■ **What is expected**
Here is a set of records. Copy them all exactly.

--- Excerpted records ---

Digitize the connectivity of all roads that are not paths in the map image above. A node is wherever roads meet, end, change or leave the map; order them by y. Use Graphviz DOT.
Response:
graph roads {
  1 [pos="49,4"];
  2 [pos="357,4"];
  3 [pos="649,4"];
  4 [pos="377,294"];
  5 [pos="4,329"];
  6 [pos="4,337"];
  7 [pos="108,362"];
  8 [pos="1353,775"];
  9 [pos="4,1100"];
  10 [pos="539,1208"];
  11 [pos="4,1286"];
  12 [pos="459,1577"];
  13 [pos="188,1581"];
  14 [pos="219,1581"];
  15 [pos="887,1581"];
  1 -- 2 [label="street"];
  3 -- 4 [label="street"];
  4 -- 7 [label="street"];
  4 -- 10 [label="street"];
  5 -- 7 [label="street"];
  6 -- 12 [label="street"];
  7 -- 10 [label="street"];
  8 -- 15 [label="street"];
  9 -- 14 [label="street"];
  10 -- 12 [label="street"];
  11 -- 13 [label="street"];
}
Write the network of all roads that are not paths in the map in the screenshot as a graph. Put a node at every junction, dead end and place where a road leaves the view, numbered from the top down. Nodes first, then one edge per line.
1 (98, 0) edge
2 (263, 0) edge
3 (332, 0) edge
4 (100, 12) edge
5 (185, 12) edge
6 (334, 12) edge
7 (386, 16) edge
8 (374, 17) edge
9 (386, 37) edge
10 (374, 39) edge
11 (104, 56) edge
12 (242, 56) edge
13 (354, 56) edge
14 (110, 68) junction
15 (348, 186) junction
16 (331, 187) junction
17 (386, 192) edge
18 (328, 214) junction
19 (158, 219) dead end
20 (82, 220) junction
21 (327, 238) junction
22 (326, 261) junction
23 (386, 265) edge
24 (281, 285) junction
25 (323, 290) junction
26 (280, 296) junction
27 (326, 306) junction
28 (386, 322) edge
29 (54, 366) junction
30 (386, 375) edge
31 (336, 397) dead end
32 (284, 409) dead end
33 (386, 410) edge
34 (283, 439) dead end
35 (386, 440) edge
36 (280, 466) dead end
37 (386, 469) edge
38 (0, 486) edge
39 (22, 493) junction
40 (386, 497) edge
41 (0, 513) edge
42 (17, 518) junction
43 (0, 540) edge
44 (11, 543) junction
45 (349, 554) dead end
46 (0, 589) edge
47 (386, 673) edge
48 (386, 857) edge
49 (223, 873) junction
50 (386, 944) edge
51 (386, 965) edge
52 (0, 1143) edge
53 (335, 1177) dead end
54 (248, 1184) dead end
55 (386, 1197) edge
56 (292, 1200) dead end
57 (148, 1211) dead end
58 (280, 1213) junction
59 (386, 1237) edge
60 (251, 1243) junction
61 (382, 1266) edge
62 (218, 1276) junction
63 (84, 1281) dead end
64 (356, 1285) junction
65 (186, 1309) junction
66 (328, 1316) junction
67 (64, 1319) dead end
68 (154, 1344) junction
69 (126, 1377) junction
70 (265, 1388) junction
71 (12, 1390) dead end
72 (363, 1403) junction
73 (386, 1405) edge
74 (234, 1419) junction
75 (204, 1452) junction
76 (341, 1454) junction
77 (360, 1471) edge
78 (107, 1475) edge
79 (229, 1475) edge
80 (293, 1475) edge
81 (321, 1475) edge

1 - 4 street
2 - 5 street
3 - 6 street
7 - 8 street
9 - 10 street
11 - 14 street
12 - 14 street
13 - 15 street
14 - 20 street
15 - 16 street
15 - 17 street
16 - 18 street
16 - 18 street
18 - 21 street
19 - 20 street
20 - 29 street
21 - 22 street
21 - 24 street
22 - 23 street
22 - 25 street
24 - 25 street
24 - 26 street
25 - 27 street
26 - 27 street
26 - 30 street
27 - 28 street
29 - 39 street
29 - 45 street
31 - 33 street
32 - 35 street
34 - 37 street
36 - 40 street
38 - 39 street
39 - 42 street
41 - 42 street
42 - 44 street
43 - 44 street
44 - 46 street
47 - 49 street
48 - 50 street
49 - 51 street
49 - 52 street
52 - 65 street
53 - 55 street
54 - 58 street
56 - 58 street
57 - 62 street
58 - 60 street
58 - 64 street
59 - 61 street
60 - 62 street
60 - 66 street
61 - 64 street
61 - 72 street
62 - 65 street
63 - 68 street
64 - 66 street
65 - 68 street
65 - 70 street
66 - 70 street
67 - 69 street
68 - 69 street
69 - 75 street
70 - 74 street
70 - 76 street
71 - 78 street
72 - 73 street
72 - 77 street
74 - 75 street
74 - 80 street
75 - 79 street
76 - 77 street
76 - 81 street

---

■ **Output for this exercise**
Digitize the connectivity of all roads that are not paths in the map image above. A node is wherever roads meet, end, change or leave the map; order them by y. Use Graphviz DOT.
Response:
graph roads {
  1 [pos="49,4"];
  2 [pos="357,4"];
  3 [pos="649,4"];
  4 [pos="377,294"];
  5 [pos="4,329"];
  6 [pos="4,337"];
  7 [pos="108,362"];
  8 [pos="1353,775"];
  9 [pos="4,1100"];
  10 [pos="539,1208"];
  11 [pos="4,1286"];
  12 [pos="459,1577"];
  13 [pos="188,1581"];
  14 [pos="219,1581"];
  15 [pos="887,1581"];
  1 -- 2 [label="street"];
  3 -- 4 [label="street"];
  4 -- 7 [label="street"];
  4 -- 10 [label="street"];
  5 -- 7 [label="street"];
  6 -- 12 [label="street"];
  7 -- 10 [label="street"];
  8 -- 15 [label="street"];
  9 -- 14 [label="street"];
  10 -- 12 [label="street"];
  11 -- 13 [label="street"];
}
Write the network of all roads that are not paths in the map in the screenshot as a graph. Put a node at every junction, dead end and place where a road leaves the view, numbered from the top down. Nodes first, then one edge per line.
1 (98, 0) edge
2 (263, 0) edge
3 (332, 0) edge
4 (100, 12) edge
5 (185, 12) edge
6 (334, 12) edge
7 (386, 16) edge
8 (374, 17) edge
9 (386, 37) edge
10 (374, 39) edge
11 (104, 56) edge
12 (242, 56) edge
13 (354, 56) edge
14 (110, 68) junction
15 (348, 186) junction
16 (331, 187) junction
17 (386, 192) edge
18 (328, 214) junction
19 (158, 219) dead end
20 (82, 220) junction
21 (327, 238) junction
22 (326, 261) junction
23 (386, 265) edge
24 (281, 285) junction
25 (323, 290) junction
26 (280, 296) junction
27 (326, 306) junction
28 (386, 322) edge
29 (54, 366) junction
30 (386, 375) edge
31 (336, 397) dead end
32 (284, 409) dead end
33 (386, 410) edge
34 (283, 439) dead end
35 (386, 440) edge
36 (280, 466) dead end
37 (386, 469) edge
38 (0, 486) edge
39 (22, 493) junction
40 (386, 497) edge
41 (0, 513) edge
42 (17, 518) junction
43 (0, 540) edge
44 (11, 543) junction
45 (349, 554) dead end
46 (0, 589) edge
47 (386, 673) edge
48 (386, 857) edge
49 (223, 873) junction
50 (386, 944) edge
51 (386, 965) edge
52 (0, 1143) edge
53 (335, 1177) dead end
54 (248, 1184) dead end
55 (386, 1197) edge
56 (292, 1200) dead end
57 (148, 1211) dead end
58 (280, 1213) junction
59 (386, 1237) edge
60 (251, 1243) junction
61 (382, 1266) edge
62 (218, 1276) junction
63 (84, 1281) dead end
64 (356, 1285) junction
65 (186, 1309) junction
66 (328, 1316) junction
67 (64, 1319) dead end
68 (154, 1344) junction
69 (126, 1377) junction
70 (265, 1388) junction
71 (12, 1390) dead end
72 (363, 1403) junction
73 (386, 1405) edge
74 (234, 1419) junction
75 (204, 1452) junction
76 (341, 1454) junction
77 (360, 1471) edge
78 (107, 1475) edge
79 (229, 1475) edge
80 (293, 1475) edge
81 (321, 1475) edge

1 - 4 street
2 - 5 street
3 - 6 street
7 - 8 street
9 - 10 street
11 - 14 street
12 - 14 street
13 - 15 street
14 - 20 street
15 - 16 street
15 - 17 street
16 - 18 street
16 - 18 street
18 - 21 street
19 - 20 street
20 - 29 street
21 - 22 street
21 - 24 street
22 - 23 street
22 - 25 street
24 - 25 street
24 - 26 street
25 - 27 street
26 - 27 street
26 - 30 street
27 - 28 street
29 - 39 street
29 - 45 street
31 - 33 street
32 - 35 street
34 - 37 street
36 - 40 street
38 - 39 street
39 - 42 street
41 - 42 street
42 - 44 street
43 - 44 street
44 - 46 street
47 - 49 street
48 - 50 street
49 - 51 street
49 - 52 street
52 - 65 street
53 - 55 street
54 - 58 street
56 - 58 street
57 - 62 street
58 - 60 street
58 - 64 street
59 - 61 street
60 - 62 street
60 - 66 street
61 - 64 street
61 - 72 street
62 - 65 street
63 - 68 street
64 - 66 street
65 - 68 street
65 - 70 street
66 - 70 street
67 - 69 street
68 - 69 street
69 - 75 street
70 - 74 street
70 - 76 street
71 - 78 street
72 - 73 street
72 - 77 street
74 - 75 street
74 - 80 street
75 - 79 street
76 - 77 street
76 - 81 street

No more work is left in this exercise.